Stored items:

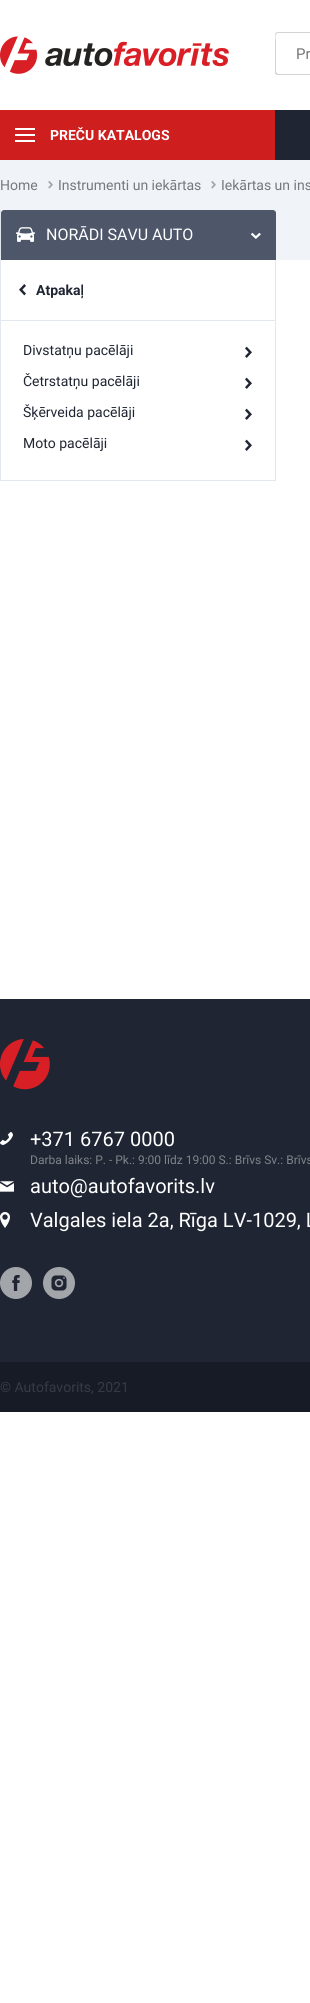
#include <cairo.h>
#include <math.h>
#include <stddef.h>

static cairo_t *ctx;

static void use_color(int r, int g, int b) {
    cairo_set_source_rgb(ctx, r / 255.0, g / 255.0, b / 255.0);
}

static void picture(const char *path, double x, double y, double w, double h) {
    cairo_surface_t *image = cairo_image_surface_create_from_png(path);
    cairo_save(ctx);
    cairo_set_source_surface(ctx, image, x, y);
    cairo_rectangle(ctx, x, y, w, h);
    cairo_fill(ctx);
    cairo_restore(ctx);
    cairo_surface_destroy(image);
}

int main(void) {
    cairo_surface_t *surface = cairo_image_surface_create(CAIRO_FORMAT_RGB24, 310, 2003);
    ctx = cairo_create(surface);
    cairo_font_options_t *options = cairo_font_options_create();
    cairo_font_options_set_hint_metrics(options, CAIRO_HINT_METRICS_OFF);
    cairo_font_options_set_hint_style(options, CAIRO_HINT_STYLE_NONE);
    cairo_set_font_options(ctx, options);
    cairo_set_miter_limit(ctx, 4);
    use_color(255, 255, 255);
    cairo_paint(ctx);
    picture("img1.png", 0, 36, 229, 38);
    use_color(211, 211, 211);
    cairo_set_fill_rule(ctx, CAIRO_FILL_RULE_EVEN_ODD);
    cairo_new_path(ctx);
    cairo_move_to(ctx, 278, 32);
    cairo_line_to(ctx, 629, 32);
    cairo_line_to(ctx, 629, 75);
    cairo_line_to(ctx, 278, 75);
    cairo_curve_to(ctx, 276, 75, 275, 74, 275, 72);
    cairo_line_to(ctx, 275, 35);
    cairo_curve_to(ctx, 275, 33, 276, 32, 278, 32);
    cairo_close_path(ctx);
    cairo_move_to(ctx, 278, 33);
    cairo_line_to(ctx, 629, 33);
    cairo_line_to(ctx, 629, 74);
    cairo_line_to(ctx, 278, 74);
    cairo_line_to(ctx, 276, 72);
    cairo_line_to(ctx, 276, 41);
    cairo_curve_to(ctx, 276, 41, 274, 33, 278, 33);
    cairo_close_path(ctx);
    cairo_fill(ctx);
    cairo_select_font_face(ctx, "Roboto", CAIRO_FONT_SLANT_NORMAL, CAIRO_FONT_WEIGHT_NORMAL);
    cairo_set_font_size(ctx, 15);
    use_color(117, 117, 117);
    cairo_move_to(ctx, 296, 59);
    cairo_show_text(ctx, "Pr");
    use_color(31, 37, 50);
    cairo_rectangle(ctx, 275, 110, 35, 50);
    cairo_fill(ctx);
    use_color(206, 30, 30);
    cairo_rectangle(ctx, 0, 110, 275, 50);
    cairo_fill(ctx);
    use_color(255, 255, 255);
    cairo_rectangle(ctx, 15, 128, 20, 2);
    cairo_fill(ctx);
    cairo_rectangle(ctx, 15, 134, 20, 2);
    cairo_fill(ctx);
    cairo_rectangle(ctx, 15, 140, 20, 2);
    cairo_fill(ctx);
    cairo_select_font_face(ctx, "Roboto", CAIRO_FONT_SLANT_NORMAL, CAIRO_FONT_WEIGHT_BOLD);
    cairo_set_font_size(ctx, 14);
    cairo_move_to(ctx, 50, 140);
    cairo_show_text(ctx, "PREČU KATALOGS");
    use_color(240, 243, 247);
    cairo_rectangle(ctx, 0, 160, 310, 100);
    cairo_fill(ctx);
    cairo_select_font_face(ctx, "Roboto", CAIRO_FONT_SLANT_NORMAL, CAIRO_FONT_WEIGHT_NORMAL);
    use_color(116, 121, 127);
    cairo_move_to(ctx, 0, 190);
    cairo_show_text(ctx, "Home");
    picture("img2.png", 48, 181, 5, 8);
    cairo_move_to(ctx, 58, 190);
    cairo_show_text(ctx, "Instrumenti un iekārtas");
    picture("img2.png", 211, 181, 5, 8);
    cairo_move_to(ctx, 221, 190);
    cairo_show_text(ctx, "Iekārtas un ins");
    use_color(255, 255, 255);
    cairo_rectangle(ctx, 1, 210, 274, 50);
    cairo_fill(ctx);
    use_color(227, 232, 238);
    cairo_rectangle(ctx, 275, 210, 1, 271);
    cairo_fill(ctx);
    cairo_rectangle(ctx, 0, 480, 276, 1);
    cairo_fill(ctx);
    cairo_rectangle(ctx, 0, 210, 1, 271);
    cairo_fill(ctx);
    use_color(78, 87, 106);
    cairo_new_path(ctx);
    cairo_move_to(ctx, 4, 210);
    cairo_line_to(ctx, 273, 210);
    cairo_curve_to(ctx, 274.5, 210, 276, 211.5, 276, 213);
    cairo_line_to(ctx, 276, 260);
    cairo_line_to(ctx, 1, 260);
    cairo_line_to(ctx, 1, 213);
    cairo_curve_to(ctx, 1, 211.5, 2.5, 210, 4, 210);
    cairo_close_path(ctx);
    cairo_fill(ctx);
    picture("img3.png", 16, 227, 19, 15);
    cairo_set_font_size(ctx, 16);
    use_color(255, 255, 255);
    cairo_move_to(ctx, 46, 240);
    cairo_show_text(ctx, "NORĀDI SAVU AUTO");
    picture("img4.png", 250, 232, 11, 7);
    use_color(227, 232, 238);
    cairo_rectangle(ctx, 1, 320, 274, 1);
    cairo_fill(ctx);
    picture("img5.png", 19, 284, 7, 12);
    cairo_select_font_face(ctx, "Roboto", CAIRO_FONT_SLANT_NORMAL, CAIRO_FONT_WEIGHT_BOLD);
    cairo_set_font_size(ctx, 14);
    use_color(31, 37, 50);
    cairo_move_to(ctx, 36, 295);
    cairo_show_text(ctx, "Atpakaļ");
    picture("img6.png", 245, 346, 7, 12);
    cairo_select_font_face(ctx, "Roboto", CAIRO_FONT_SLANT_NORMAL, CAIRO_FONT_WEIGHT_NORMAL);
    cairo_move_to(ctx, 23, 355);
    cairo_show_text(ctx, "Divstatņu pacēlāji");
    picture("img6.png", 245, 377, 7, 12);
    cairo_move_to(ctx, 23, 386);
    cairo_show_text(ctx, "Četrstatņu pacēlāji");
    picture("img6.png", 245, 408, 7, 12);
    cairo_move_to(ctx, 23, 417);
    cairo_show_text(ctx, "Šķērveida pacēlāji");
    picture("img6.png", 245, 439, 7, 12);
    cairo_move_to(ctx, 23, 448);
    cairo_show_text(ctx, "Moto pacēlāji");
    use_color(22, 27, 37);
    cairo_rectangle(ctx, 0, 1362, 310, 50);
    cairo_fill(ctx);
    use_color(31, 37, 50);
    cairo_rectangle(ctx, 0, 999, 310, 363);
    cairo_fill(ctx);
    picture("img7.png", 0, 1039, 50, 51);
    picture("img8.png", 0, 1132, 13, 13);
    cairo_set_font_size(ctx, 20);
    use_color(255, 255, 255);
    cairo_move_to(ctx, 30, 1146);
    cairo_show_text(ctx, "+371 6767 0000");
    cairo_set_font_size(ctx, 12);
    use_color(128, 131, 136);
    cairo_move_to(ctx, 30, 1164);
    cairo_show_text(ctx, "Darba laiks: P. - Pk.: 9:00 līdz 19:00 S.: Brīvs Sv.: Brīvs");
    picture("img9.png", 0, 1181, 14, 11);
    cairo_set_font_size(ctx, 20);
    use_color(255, 255, 255);
    cairo_move_to(ctx, 30, 1193);
    cairo_show_text(ctx, "auto@autofavorits.lv");
    picture("img10.png", 0, 1212, 10, 16);
    cairo_move_to(ctx, 30, 1227);
    cairo_show_text(ctx, "Valgales iela 2a, Rīga LV-1029, L");
    picture("img11.png", 0, 1267, 32, 32);
    picture("img12.png", 43, 1267, 32, 32);
    cairo_set_font_size(ctx, 14);
    use_color(54, 58, 67);
    cairo_move_to(ctx, 0, 1392);
    cairo_show_text(ctx, "© Autofavorits, 2021");
    cairo_surface_write_to_png(surface, "result.png");
    cairo_font_options_destroy(options);
    cairo_destroy(ctx);
    cairo_surface_destroy(surface);
    return 0;
}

Task item:
Please copy the lines in the records above between the one holding "cairo_set_source_surface(ctx, image, x, y);" and the one holding "cairo_set_miter_limit(ctx, 4);", inclusive, exactly and with no other line.

Response to this exercise:
    cairo_set_source_surface(ctx, image, x, y);
    cairo_rectangle(ctx, x, y, w, h);
    cairo_fill(ctx);
    cairo_restore(ctx);
    cairo_surface_destroy(image);
}

int main(void) {
    cairo_surface_t *surface = cairo_image_surface_create(CAIRO_FORMAT_RGB24, 310, 2003);
    ctx = cairo_create(surface);
    cairo_font_options_t *options = cairo_font_options_create();
    cairo_font_options_set_hint_metrics(options, CAIRO_HINT_METRICS_OFF);
    cairo_font_options_set_hint_style(options, CAIRO_HINT_STYLE_NONE);
    cairo_set_font_options(ctx, options);
    cairo_set_miter_limit(ctx, 4);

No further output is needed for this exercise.